# Exercise description
Show every line of the records below that contains the word "size".

# Data for this task
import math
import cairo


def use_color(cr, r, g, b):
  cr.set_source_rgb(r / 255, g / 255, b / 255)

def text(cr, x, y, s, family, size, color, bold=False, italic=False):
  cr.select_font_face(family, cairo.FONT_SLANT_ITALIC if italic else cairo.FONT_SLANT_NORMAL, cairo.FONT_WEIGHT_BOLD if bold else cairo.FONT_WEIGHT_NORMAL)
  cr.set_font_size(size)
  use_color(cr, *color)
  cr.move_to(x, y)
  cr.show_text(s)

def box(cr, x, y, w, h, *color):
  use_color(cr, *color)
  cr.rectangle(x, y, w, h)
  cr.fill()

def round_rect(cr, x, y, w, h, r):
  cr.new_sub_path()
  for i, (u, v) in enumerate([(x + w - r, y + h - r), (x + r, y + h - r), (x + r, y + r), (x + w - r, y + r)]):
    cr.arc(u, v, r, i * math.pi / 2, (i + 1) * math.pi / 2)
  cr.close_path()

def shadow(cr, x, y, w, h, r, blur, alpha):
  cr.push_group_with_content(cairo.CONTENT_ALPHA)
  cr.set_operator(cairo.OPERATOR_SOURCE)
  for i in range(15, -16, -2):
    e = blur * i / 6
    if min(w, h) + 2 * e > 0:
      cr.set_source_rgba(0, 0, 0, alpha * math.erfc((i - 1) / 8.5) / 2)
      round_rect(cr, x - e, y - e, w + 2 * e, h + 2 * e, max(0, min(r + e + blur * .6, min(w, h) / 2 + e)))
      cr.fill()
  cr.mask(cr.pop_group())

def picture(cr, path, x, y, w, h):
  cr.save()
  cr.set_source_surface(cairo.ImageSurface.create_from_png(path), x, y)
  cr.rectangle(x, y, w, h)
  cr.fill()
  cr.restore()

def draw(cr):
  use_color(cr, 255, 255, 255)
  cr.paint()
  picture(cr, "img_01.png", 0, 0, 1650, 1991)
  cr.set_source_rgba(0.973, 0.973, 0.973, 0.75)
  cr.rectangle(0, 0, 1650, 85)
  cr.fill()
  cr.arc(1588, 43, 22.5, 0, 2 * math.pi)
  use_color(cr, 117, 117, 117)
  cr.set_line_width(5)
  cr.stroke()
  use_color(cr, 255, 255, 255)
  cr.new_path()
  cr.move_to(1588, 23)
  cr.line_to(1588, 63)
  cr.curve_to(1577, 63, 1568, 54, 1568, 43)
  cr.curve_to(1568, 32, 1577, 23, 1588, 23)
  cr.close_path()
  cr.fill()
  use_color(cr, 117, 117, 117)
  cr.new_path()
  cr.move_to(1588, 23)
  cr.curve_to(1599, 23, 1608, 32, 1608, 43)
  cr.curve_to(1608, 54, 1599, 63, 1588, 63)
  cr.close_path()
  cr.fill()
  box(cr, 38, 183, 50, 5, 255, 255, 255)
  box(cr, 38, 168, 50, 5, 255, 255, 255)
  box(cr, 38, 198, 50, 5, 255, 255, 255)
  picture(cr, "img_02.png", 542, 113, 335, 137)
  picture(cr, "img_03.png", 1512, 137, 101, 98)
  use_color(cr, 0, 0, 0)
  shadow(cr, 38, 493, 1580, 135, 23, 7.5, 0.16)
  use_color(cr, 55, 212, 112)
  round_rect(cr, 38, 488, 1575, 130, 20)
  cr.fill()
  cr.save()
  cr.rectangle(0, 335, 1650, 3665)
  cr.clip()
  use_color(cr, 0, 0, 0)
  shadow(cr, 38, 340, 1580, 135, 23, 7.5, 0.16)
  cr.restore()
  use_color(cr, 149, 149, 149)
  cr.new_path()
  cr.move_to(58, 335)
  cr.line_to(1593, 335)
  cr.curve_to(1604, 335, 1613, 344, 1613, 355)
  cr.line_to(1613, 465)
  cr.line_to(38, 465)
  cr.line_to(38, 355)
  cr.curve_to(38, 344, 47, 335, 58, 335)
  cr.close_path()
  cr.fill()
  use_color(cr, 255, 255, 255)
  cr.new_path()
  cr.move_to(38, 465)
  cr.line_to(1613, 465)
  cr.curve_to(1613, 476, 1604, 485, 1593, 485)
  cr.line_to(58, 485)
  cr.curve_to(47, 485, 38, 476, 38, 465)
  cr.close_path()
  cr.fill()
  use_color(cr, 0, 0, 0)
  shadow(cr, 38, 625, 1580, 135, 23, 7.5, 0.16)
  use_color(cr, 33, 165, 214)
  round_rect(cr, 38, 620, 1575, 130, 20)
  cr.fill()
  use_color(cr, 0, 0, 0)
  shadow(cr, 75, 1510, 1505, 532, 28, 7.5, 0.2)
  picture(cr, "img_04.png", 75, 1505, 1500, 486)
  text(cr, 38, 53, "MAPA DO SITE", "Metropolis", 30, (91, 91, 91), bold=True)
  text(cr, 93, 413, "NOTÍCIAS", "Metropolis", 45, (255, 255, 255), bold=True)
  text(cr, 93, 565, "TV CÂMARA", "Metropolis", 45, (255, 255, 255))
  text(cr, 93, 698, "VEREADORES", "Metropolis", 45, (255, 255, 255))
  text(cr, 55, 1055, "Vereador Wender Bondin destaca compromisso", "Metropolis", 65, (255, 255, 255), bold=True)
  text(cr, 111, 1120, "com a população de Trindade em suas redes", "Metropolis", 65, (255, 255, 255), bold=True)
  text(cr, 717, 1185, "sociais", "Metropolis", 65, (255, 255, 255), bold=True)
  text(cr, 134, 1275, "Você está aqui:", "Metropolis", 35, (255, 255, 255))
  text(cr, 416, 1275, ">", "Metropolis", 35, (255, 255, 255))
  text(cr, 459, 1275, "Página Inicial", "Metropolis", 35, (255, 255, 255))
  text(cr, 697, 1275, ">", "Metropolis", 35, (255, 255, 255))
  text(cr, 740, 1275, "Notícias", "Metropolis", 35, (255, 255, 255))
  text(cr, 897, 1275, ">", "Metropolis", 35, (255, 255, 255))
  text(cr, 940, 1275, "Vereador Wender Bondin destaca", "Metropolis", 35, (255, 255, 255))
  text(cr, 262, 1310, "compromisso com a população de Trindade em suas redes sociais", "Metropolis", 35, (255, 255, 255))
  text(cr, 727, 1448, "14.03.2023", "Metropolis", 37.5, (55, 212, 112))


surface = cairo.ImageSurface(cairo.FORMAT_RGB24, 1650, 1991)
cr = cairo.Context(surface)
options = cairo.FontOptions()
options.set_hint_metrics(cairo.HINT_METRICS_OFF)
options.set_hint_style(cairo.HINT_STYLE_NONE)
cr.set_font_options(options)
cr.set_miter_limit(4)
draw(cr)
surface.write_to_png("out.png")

# Task response
def text(cr, x, y, s, family, size, color, bold=False, italic=False):
  cr.set_font_size(size)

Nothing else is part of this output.